Aozora Bunko in a nutshell http://www.aozora.gr.jp/

Basic workflow

Works are transcribed or scanned from books into a custom text format by volunteers.
A separate set of volunteers then checks the transcription for errors.
If the work is not under copyright anymore, it is released publicly on the Aozora Bunko website.

Basic information

The closest English equivalent is Project Gutenberg, but there are many differences, in particular regarding what kind of information is encoded about the works.
It is relatively large, currently at around 76M tokens over 4,000 works for just the most modern Japanese writing style (新仮名新漢字). The total is even bigger (>10k works).
It is continuously updated from its inception in 1997 (2018 saw the upload of works covering 28 authors whose copyright expired), the GitHub repository is currently at ~13GB, and there is a supporting charity organization Hon no Mirai Kikin and associated Aozorahack collective.

Situating Aozora Bunko in relation to other corpora

References: Meiroku Zasshi: @近藤明日子2012明六雑誌コーパス; Kokumin no Tomo: @近藤明日子2016明六雑誌コーパス; The Sun: @田中牧郎2005言語資料としての雑誌; Kindai Josei Zasshi: @田中牧郎2006近代女性雑誌コーパス; Balanced Corpus of Contemporary Written Japanese: @Maekawa2013

Examples of Aozora Bunko as corpus for linguistic analysis

Preprocessing

Christopher Morse’s “Digital Japanese Literature: Aozora Bunko” article. Most introductions like this, while clear and easy to implement, only get you to ~90%.
松村優哉らのRではじめよう！［モダン］なデータ分析：第5回　青空文庫のテキストマイニングをRMeCabパッケージでやってみた
Aozora Bunko text format Emacs Elisp parser is the ‘real deal’—and is over 1,000 lines of Lisp. There is also a PEG grammar of the peculiar format used to encode metadata in text!
Aozorahack’s new text to html conversion program.

Viewers

There are many online viewers and smartphone apps that you can use to read Aozora Bunko material that I won’t cover here.

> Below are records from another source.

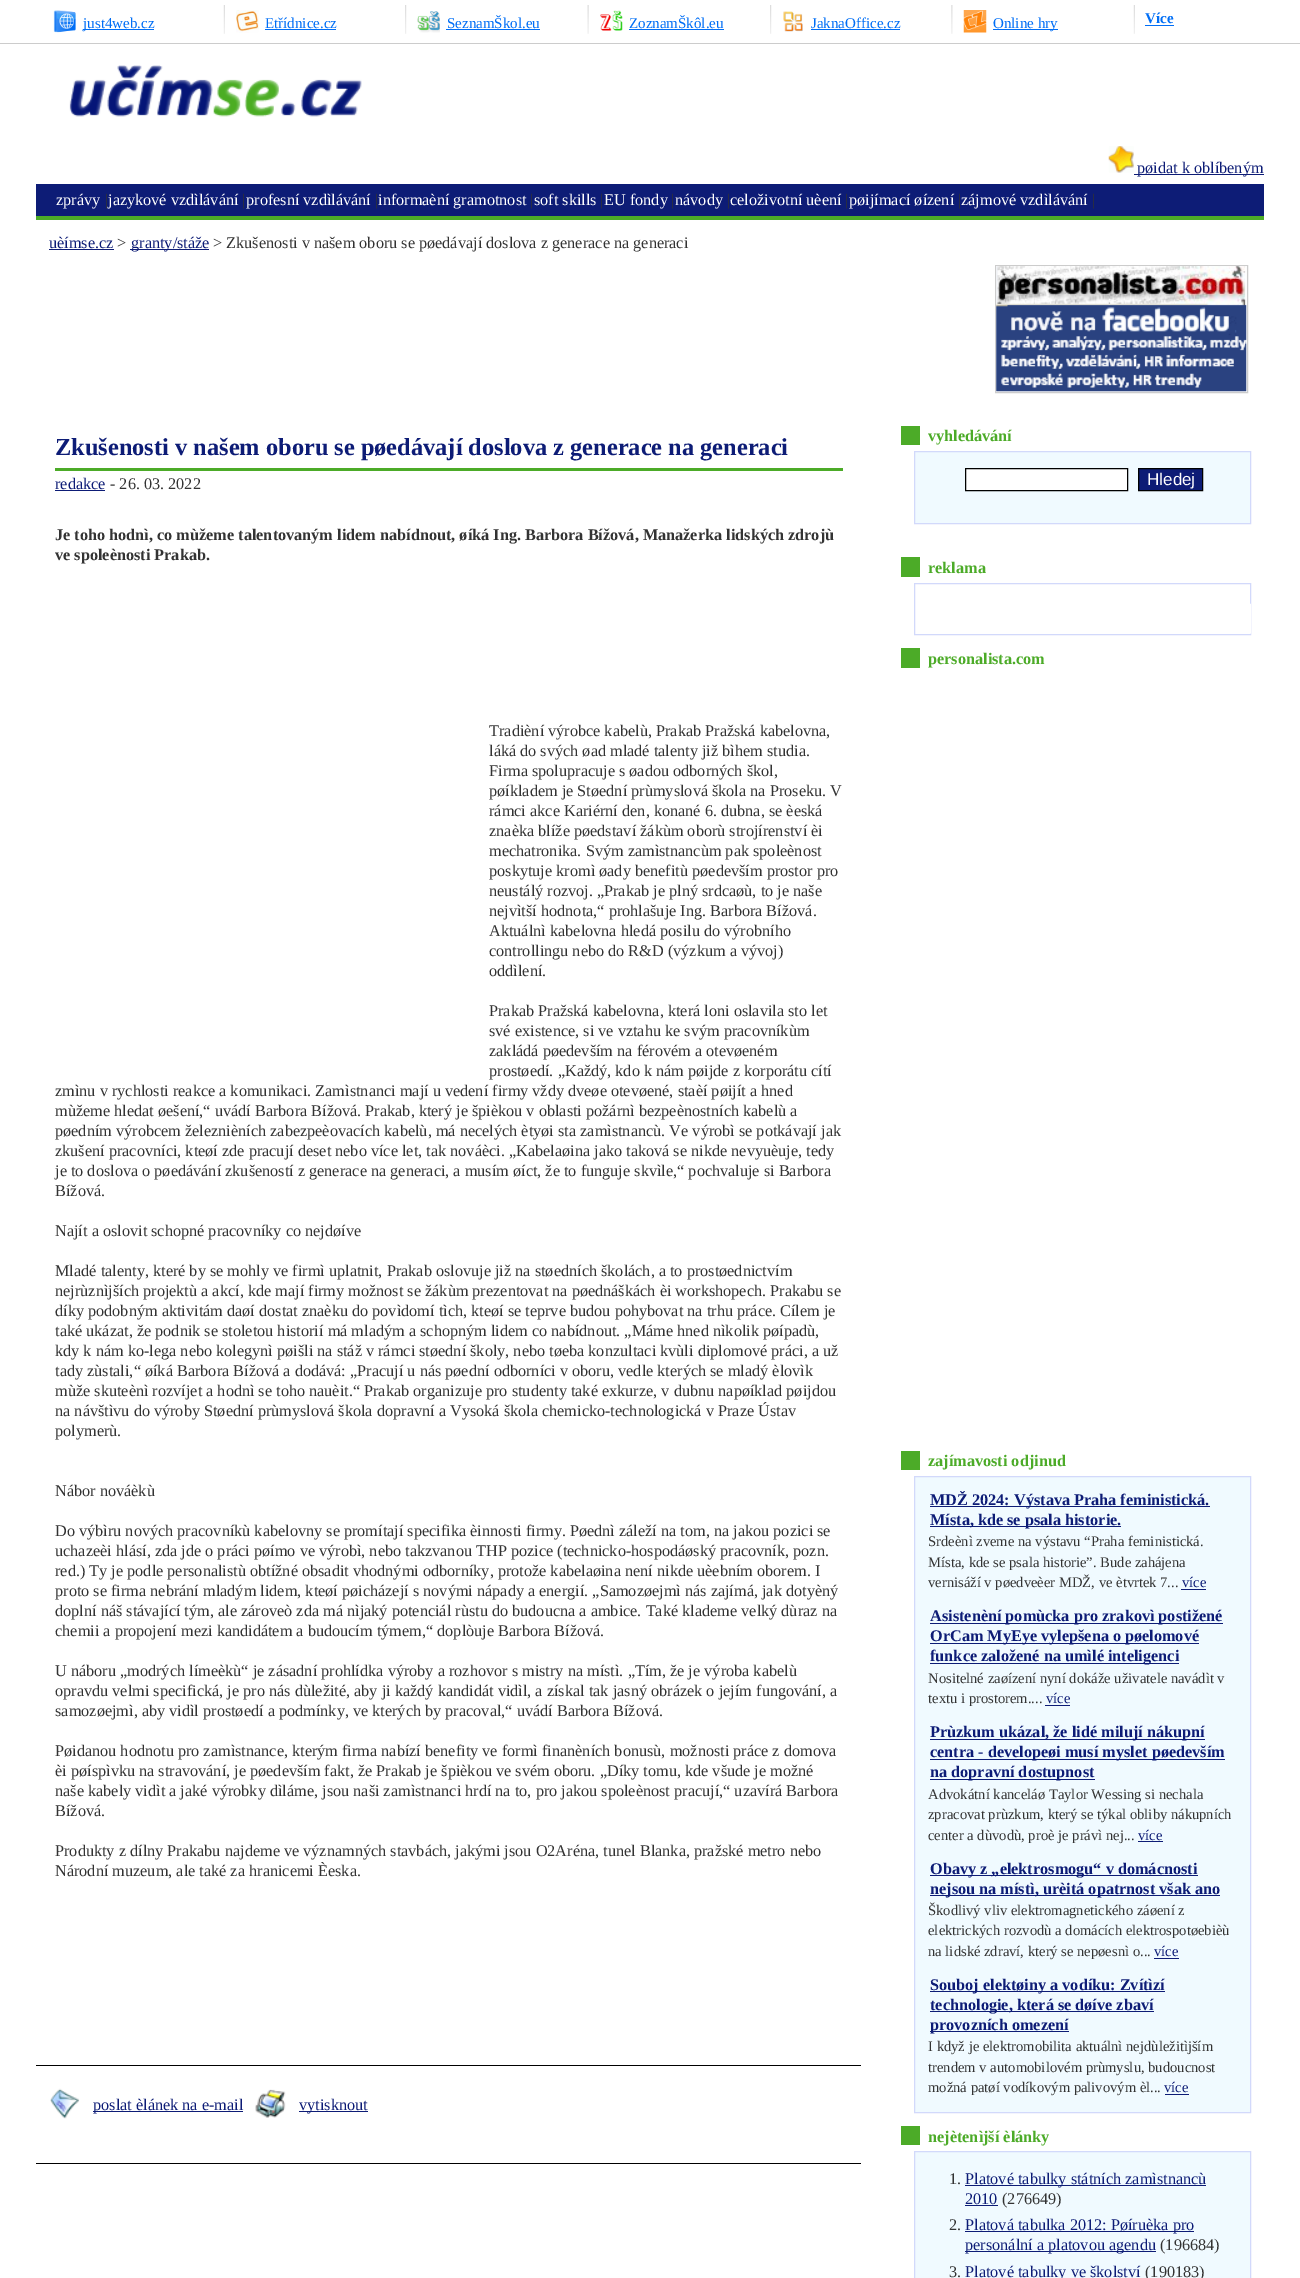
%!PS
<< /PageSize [1300 2278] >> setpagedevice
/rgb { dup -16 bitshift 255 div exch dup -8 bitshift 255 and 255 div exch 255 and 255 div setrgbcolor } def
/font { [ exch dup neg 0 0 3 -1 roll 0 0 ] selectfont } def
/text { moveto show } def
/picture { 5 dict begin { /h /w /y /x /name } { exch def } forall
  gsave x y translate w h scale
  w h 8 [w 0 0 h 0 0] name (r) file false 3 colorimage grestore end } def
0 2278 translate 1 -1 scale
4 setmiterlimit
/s1 { /LiberationSerif-Regular 15 font 16#006EF6 rgb } def
/s2 { /LiberationSerif-Bold 15 font 16#006EF6 rgb } def
/s3 { /LiberationSerif-Regular 16.25 font 16#0D1C76 rgb } def
/s4 { /LiberationSerif-Regular 16.25 font 16#FFFFFF rgb } def
/s5 { /LiberationSerif-Regular 16.25 font 16#333333 rgb } def
/s6 { /LiberationSerif-Bold 24.4 font 16#0D1C76 rgb } def
/s7 { /LiberationSerif-Bold 16.25 font 16#333333 rgb } def
/s8 { /LiberationSerif-Bold 16.25 font 16#4CAB28 rgb } def
/s9 { /LiberationSans-Regular 17 font 16#FFFFFF rgb } def
/s10 { /LiberationSerif-Bold 16.25 font 16#0D1C76 rgb } def
/s11 { /LiberationSerif-Regular 14.6 font 16#333333 rgb } def
/s12 { /LiberationSerif-Regular 14.6 font 16#0D1C76 rgb } def
16#FFFFFF rgb
0 0 1300 2278 rectfill
16#CCCCCC rgb
0 43 1300 1 rectfill
(pic1.raw) 223 5 2 29 picture
(pic2.raw) 53 10 23 23 picture
16#006EF6 rgb
83 29 71 1 rectfill
s1
(just4web.cz) 83 28 text
(pic3.raw) 405 5 2 29 picture
(pic4.raw) 236 10 23 23 picture
(Etřídnice.cz) 265 28 text
265 29 71 1 rectfill
(pic5.raw) 587 5 2 29 picture
(pic6.raw) 417 11 23 22 picture
(SeznamŠkol.eu) 447 28 text
446 29 94 1 rectfill
(pic3.raw) 770 5 2 29 picture
(pic7.raw) 600 10 23 21 picture
(ZoznamŠkôl.eu) 629 28 text
629 29 95 1 rectfill
(pic8.raw) 951 5 2 29 picture
(pic9.raw) 783 11 20 21 picture
(JaknaOffice.cz) 811 28 text
811 29 89 1 rectfill
(pic1.raw) 1133 5 2 29 picture
(pic10.raw) 963 10 24 23 picture
993 29 65 1 rectfill
(Online hry) 993 28 text
s2
(Více) 1145 23 text
1145 25 29 1 rectfill
(pic11.raw) 69 65 293 52 picture
(pic12.raw) 1108 146 26 27 picture
16#0D1C76 rgb
1134 174 130 1 rectfill
s3
(pøidat k oblíbeným) 1137 173 text
36 184 1228 32 rectfill
16#4CAB28 rgb
36 216 1228 4 rectfill
s4
(zprávy) 56 205 text
s5
(|) 105 205 text
s4
(jazykové vzdìlávání) 108 205 text
s5
(|) 242 205 text
s4
(profesní vzdìlávání) 246 205 text
s5
(|) 375 205 text
s4
(informaèní gramotnost) 378 205 text
s5
(|) 530 205 text
s4
(soft skills) 534 205 text
s5
(|) 600 205 text
s4
(EU fondy) 604 205 text
s5
(|) 671 205 text
s4
(návody) 675 205 text
s5
(|) 727 205 text
s4
(celoživotní uèení) 730 205 text
s5
(|) 845 205 text
s4
(pøijímací øízení) 849 205 text
s5
(|) 958 205 text
s4
(zájmové vzdìlávání) 961 205 text
s5
(|) 1092 205 text
s3
(uèímse.cz) 49 248 text
49 249 65 1 rectfill
s5
(>) 117 248 text
16#0D1C76 rgb
130 249 79 1 rectfill
(granty/stáže) 131 248 text
s5
(> Zkušenosti v našem oboru se pøedávají doslova z generace na generaci) 213 248 text
16#FBFBFB rgb
995.5 265.5 moveto 1247.5 265.5 lineto 1247.5 392.5 lineto 995.5 392.5 lineto closepath gsave fill grestore
16#CCCCCC rgb
stroke
(pic13.raw) 996 266 251 126 picture
16#4CAB28 rgb
55 468 788 3 rectfill
s6
(Zkušenosti v našem oboru se pøedávají doslova z generace na generaci) 55 455 text
s3
(redakce) 55 489 text
55 490 50 1 rectfill
s5
(- 26. 03. 2022) 110 489 text
s7
(Je toho hodnì, co mùžeme talentovaným lidem nabídnout, øíká Ing. Barbora Bížová, Manažerka lidských zdrojù) 55 540 text
(ve spoleènosti Prakab.) 55 560 text
s5
(Tradièní výrobce kabelù, Prakab Pražská kabelovna,) 489 736 text
(láká do svých øad mladé talenty již bìhem studia.) 489 756 text
(Firma spolupracuje s øadou odborných škol,) 489 776 text
(pøíkladem je Støední prùmyslová škola na Proseku. V) 489 796 text
(rámci akce Kariérní den, konané 6. dubna, se èeská) 489 816 text
(znaèka blíže pøedstaví žákùm oborù strojírenství èi) 489 836 text
(mechatronika. Svým zamìstnancùm pak spoleènost) 489 856 text
(poskytuje kromì øady benefitù pøedevším prostor pro) 489 876 text
(neustálý rozvoj. „Prakab je plný srdcaøù, to je naše) 489 896 text
(nejvìtší hodnota,“ prohlašuje Ing. Barbora Bížová.) 489 916 text
(Aktuálnì kabelovna hledá posilu do výrobního) 489 936 text
(controllingu nebo do R&D \(výzkum a vývoj\)) 489 956 text
(oddìlení.) 489 976 text
(Prakab Pražská kabelovna, která loni oslavila sto let) 489 1016 text
(své existence, si ve vztahu ke svým pracovníkùm) 489 1036 text
(zakládá pøedevším na férovém a otevøeném) 489 1056 text
(prostøedí. „Každý, kdo k nám pøijde z korporátu cítí) 489 1076 text
(zmìnu v rychlosti reakce a komunikaci. Zamìstnanci mají u vedení firmy vždy dveøe otevøené, staèí pøijít a hned) 55 1096 text
(mùžeme hledat øešení,“ uvádí Barbora Bížová. Prakab, který je špièkou v oblasti požárnì bezpeènostních kabelù a) 55 1116 text
(pøedním výrobcem železnièních zabezpeèovacích kabelù, má necelých ètyøi sta zamìstnancù. Ve výrobì se potkávají jak) 55 1136 text
(zkušení pracovníci, kteøí zde pracují deset nebo více let, tak nováèci. „Kabelaøina jako taková se nikde nevyuèuje, tedy) 55 1156 text
(je to doslova o pøedávání zkušeností z generace na generaci, a musím øíct, že to funguje skvìle,“ pochvaluje si Barbora) 55 1176 text
(Bížová.) 55 1196 text
(Najít a oslovit schopné pracovníky co nejdøíve) 55 1236 text
(Mladé talenty, které by se mohly ve firmì uplatnit, Prakab oslovuje již na støedních školách, a to prostøednictvím) 55 1276 text
(nejrùznìjších projektù a akcí, kde mají firmy možnost se žákùm prezentovat na pøednáškách èi workshopech. Prakabu se) 55 1296 text
(díky podobným aktivitám daøí dostat znaèku do povìdomí tìch, kteøí se teprve budou pohybovat na trhu práce. Cílem je) 55 1316 text
(také ukázat, že podnik se stoletou historií má mladým a schopným lidem co nabídnout. „Máme hned nìkolik pøípadù,) 55 1336 text
(kdy k nám ko-lega nebo kolegynì pøišli na stáž v rámci støední školy, nebo tøeba konzultaci kvùli diplomové práci, a už) 55 1356 text
(tady zùstali,“ øíká Barbora Bížová a dodává: „Pracují u nás pøední odborníci v oboru, vedle kterých se mladý èlovìk) 55 1376 text
(mùže skuteènì rozvíjet a hodnì se toho nauèit.“ Prakab organizuje pro studenty také exkurze, v dubnu napøíklad pøijdou) 55 1396 text
(na návštìvu do výroby Støední prùmyslová škola dopravní a Vysoká škola chemicko-technologická v Praze Ústav) 55 1416 text
(polymerù.) 55 1436 text
(Nábor nováèkù) 55 1496 text
(Do výbìru nových pracovníkù kabelovny se promítají specifika èinnosti firmy. Pøednì záleží na tom, na jakou pozici se) 55 1536 text
(uchazeèi hlásí, zda jde o práci pøímo ve výrobì, nebo takzvanou THP pozice \(technicko-hospodáøský pracovník, pozn.) 55 1556 text
(red.\) Ty je podle personalistù obtížné obsadit vhodnými odborníky, protože kabelaøina není nikde uèebním oborem. I) 55 1576 text
(proto se firma nebrání mladým lidem, kteøí pøicházejí s novými nápady a energií. „Samozøejmì nás zajímá, jak dotyèný) 55 1596 text
(doplní náš stávající tým, ale zároveò zda má nìjaký potenciál rùstu do budoucna a ambice. Také klademe velký dùraz na) 55 1616 text
(chemii a propojení mezi kandidátem a budoucím týmem,“ doplòuje Barbora Bížová.) 55 1636 text
(U náboru „modrých límeèkù“ je zásadní prohlídka výroby a rozhovor s mistry na místì. „Tím, že je výroba kabelù) 55 1676 text
(opravdu velmi specifická, je pro nás dùležité, aby ji každý kandidát vidìl, a získal tak jasný obrázek o jejím fungování, a) 55 1696 text
(samozøejmì, aby vidìl prostøedí a podmínky, ve kterých by pracoval,“ uvádí Barbora Bížová.) 55 1716 text
(Pøidanou hodnotu pro zamìstnance, kterým firma nabízí benefity ve formì finanèních bonusù, možnosti práce z domova) 55 1756 text
(èi pøíspìvku na stravování, je pøedevším fakt, že Prakab je špièkou ve svém oboru. „Díky tomu, kde všude je možné) 55 1776 text
(naše kabely vidìt a jaké výrobky dìláme, jsou naši zamìstnanci hrdí na to, pro jakou spoleènost pracují,“ uzavírá Barbora) 55 1796 text
(Bížová.) 55 1816 text
(Produkty z dílny Prakabu najdeme ve významných stavbách, jakými jsou O2Aréna, tunel Blanka, pražské metro nebo) 55 1856 text
(Národní muzeum, ale také za hranicemi Èeska.) 55 1876 text
16#000000 rgb
36 2065 825 1 rectfill
36 2163 825 1 rectfill
(pic14.raw) 50 2088 30 31 picture
16#0D1C76 rgb
93 2111 150 1 rectfill
(poslat èlánek na e-mail) 93 2110 text
(pic15.raw) 255 2089 31 29 picture
299 2111 69 1 rectfill
(vytisknout) 299 2110 text
16#4CAB28 rgb
901 426 19 19 rectfill
s8
(vyhledávání) 928 441 text
16#F0FAFF rgb
914.5 451.5 moveto 1250.5 451.5 lineto 1250.5 523.5 lineto 914.5 523.5 lineto closepath gsave fill grestore
16#D2D9FB rgb
stroke
16#FFFFFF rgb
965.5 468.5 moveto 1127.5 468.5 lineto 1127.5 490.5 lineto 965.5 490.5 lineto closepath gsave fill grestore
16#000000 rgb
stroke
16#0D1C76 rgb
1138.5 468.5 moveto 1202.5 468.5 lineto 1202.5 490.5 lineto 1138.5 490.5 lineto closepath gsave fill grestore
16#000000 rgb
stroke
s9
(Hledej) 1147 485 text
16#4CAB28 rgb
901 557 19 20 rectfill
s8
(reklama) 928 573 text
16#D2D9FB rgb
914.5 583.5 336 51 rectstroke
(pic16.raw) 1250 603 1 31 picture
16#4CAB28 rgb
901 648 19 20 rectfill
(personalista.com) 928 664 text
901 1451 19 19 rectfill
(zajímavosti odjinud) 928 1466 text
16#F0FAFF rgb
914.5 1476.5 moveto 1250.5 1476.5 lineto 1250.5 2112.5 lineto 914.5 2112.5 lineto closepath gsave fill grestore
16#D2D9FB rgb
stroke
16#0D1C76 rgb
930 1506 280 1 rectfill
(MDŽ 2024: Výstava Praha feministická.) 930 1505 text
930 1526 191 1 rectfill
(Místa, kde se psala historie.) 930 1525 text
s11
(Srdeènì zveme na výstavu “Praha feministická.) 928 1546 text
(Místa, kde se psala historie”. Bude zahájena) 928 1567 text
(vernisáží v pøedveèer MDŽ, ve ètvrtek 7...) 928 1587 text
s12
(více) 1182 1587 text
1181 1589 25 1 rectfill
930 1623 293 1 rectfill
s10
(Asistenèní pomùcka pro zrakovì postižené) 930 1621 text
930 1643 269 1 rectfill
(OrCam MyEye vylepšena o pøelomové) 930 1641 text
930 1663 249 1 rectfill
(funkce založené na umìlé inteligenci) 930 1661 text
s11
(Nositelné zaøízení nyní dokáže uživatele navádìt v) 928 1683 text
(textu i prostorem....) 928 1703 text
16#0D1C76 rgb
1045 1705 25 1 rectfill
(více) 1046 1703 text
930 1739 275 1 rectfill
s10
(Prùzkum ukázal, že lidé milují nákupní) 930 1737 text
930 1759 295 1 rectfill
(centra - developeøi musí myslet pøedevším) 930 1757 text
930 1779 165 1 rectfill
(na dopravní dostupnost) 930 1777 text
s11
(Advokátní kanceláø Taylor Wessing si nechala) 928 1799 text
(zpracovat prùzkum, který se týkal obliby nákupních) 928 1819 text
(center a dùvodù, proè je právì nej...) 928 1840 text
s12
(více) 1138 1840 text
1138 1841 25 1 rectfill
930 1875 268 1 rectfill
s10
(Obavy z „elektrosmogu“ v domácnosti) 930 1874 text
930 1895 290 1 rectfill
(nejsou na místì, urèitá opatrnost však ano) 930 1894 text
s11
(Škodlivý vliv elektromagnetického záøení z) 928 1915 text
(elektrických rozvodù a domácích elektrospotøebièù) 928 1935 text
(na lidské zdraví, který se nepøesnì o...) 928 1956 text
s12
(více) 1154 1956 text
1154 1958 25 1 rectfill
930 1991 235 1 rectfill
s10
(Souboj elektøiny a vodíku: Zvítìzí) 930 1990 text
930 2011 224 1 rectfill
(technologie, která se døíve zbaví) 930 2010 text
930 2031 139 1 rectfill
(provozních omezení) 930 2030 text
s11
(I když je elektromobilita aktuálnì nejdùležitìjším) 928 2051 text
(trendem v automobilovém prùmyslu, budoucnost) 928 2072 text
(možná patøí vodíkovým palivovým èl...) 928 2092 text
s12
(více) 1164 2092 text
1165 2094 24 1 rectfill
16#4CAB28 rgb
901 2126 19 19 rectfill
s8
(nejètenìjší èlánky) 928 2142 text
16#F0FAFF rgb
914.5 2151.5 moveto 1250.5 2151.5 lineto 1250.5 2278.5 lineto 914.5 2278.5 lineto closepath gsave fill grestore
16#D2D9FB rgb
stroke
s5
(1.) 949 2184 text
16#0D1C76 rgb
965 2185 241 1 rectfill
(Platové tabulky státních zamìstnancù) 965 2184 text
(2010) 965 2204 text
965 2205 33 1 rectfill
s5
(\(276649\)) 1002 2204 text
(2.) 949 2230 text
16#0D1C76 rgb
965 2231 229 1 rectfill
(Platová tabulka 2012: Pøíruèka pro) 965 2230 text
965 2251 191 1 rectfill
(personální a platovou agendu) 965 2250 text
s5
(\(196684\)) 1160 2250 text
(3.) 949 2277 text
s3
(Platové tabulky ve školství) 965 2277 text
s5
(\(190183\)) 1145 2277 text
showpage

Aozora Bunko as corpus resource

Morphologically parsed (MeCab + NAIST-jdic) Aozora Bunko corpus as CSV dataset from 2012: http://aozora-word.hahasoha.net
@chiba2006aozora’s 「青空文庫」を言語コーパスとして使おう

Unofficial search interfaces

University of Chicago’s ARTFL Project: Aozora Search can do concordances, KWIC, collocation and time series search courtesy of their PhiloLogic4 system.
You can browse by NDC category on this site.

Aozora Bunko metadata schema

Official database schema for Aozora Bunko’s author-work CSV file copied from https://www.slideshare.net/takahashim/osc201703-aozorahack.

Projects that worked to expand metadata

The basic LOD metadata structure has been done before:

青空文庫Linked Open Data project converted the metadata found in the author-work CSV file into RDF using vocabulary linked to Meta Bridge.

Issues with and solutions for metadata relevant for us today:

Aozora Bunko

Research using Aozora Bunko mentions issues with the date of publication fields (many are after the author’s death) and preprocessing: @金川絵利子2017en; @HatanoBN0376330X; @ishida40020684966; @weko_32961_1
@maruyama2012’s “The Role of Metadata in the Analysis of Large-scale Corpora”
Preliminary investigations suggest that by using DBpedia’s extraction framework we can supplant/correct some of these faults (DBpedia extracts LOD from Wikipedia database dumps: @lehmann2015dbpedia).

Interim solution: Aozora Bunko Corpus Generator

Aozora Bunko Corpus Generator is a Python preprocessing script that generates plain and tokenized text files from the Aozora Bunko for use in corpus-based studies.
Works on the official GitHub repository of Aozora Bunko, and specifically on the HTML versions of works (*).
Can specify specific authors and works to extract, or can extract all data.
Basic punctuation/symbol removal, morphological feature extraction (surface form or lemma, or a combination of any MeCab dictionary field), filtering of works smaller than specified token threshold.
Outputs a CSV of metadata.

(*) This is a slight issue.

Morphological processing issues

At this point, morphological processing issues come down to choice of dictionary:
- IPAdic 2.7.0
- UniDic 2.1.0
- UniDic CWJ 2.2.0
- UniDic CSJ 2.2.0
- Kindaigo (Modern Japanese) UniDic 1603
At first glance, the Kindaigo Modern Japanese dictionary might seem like the right choice…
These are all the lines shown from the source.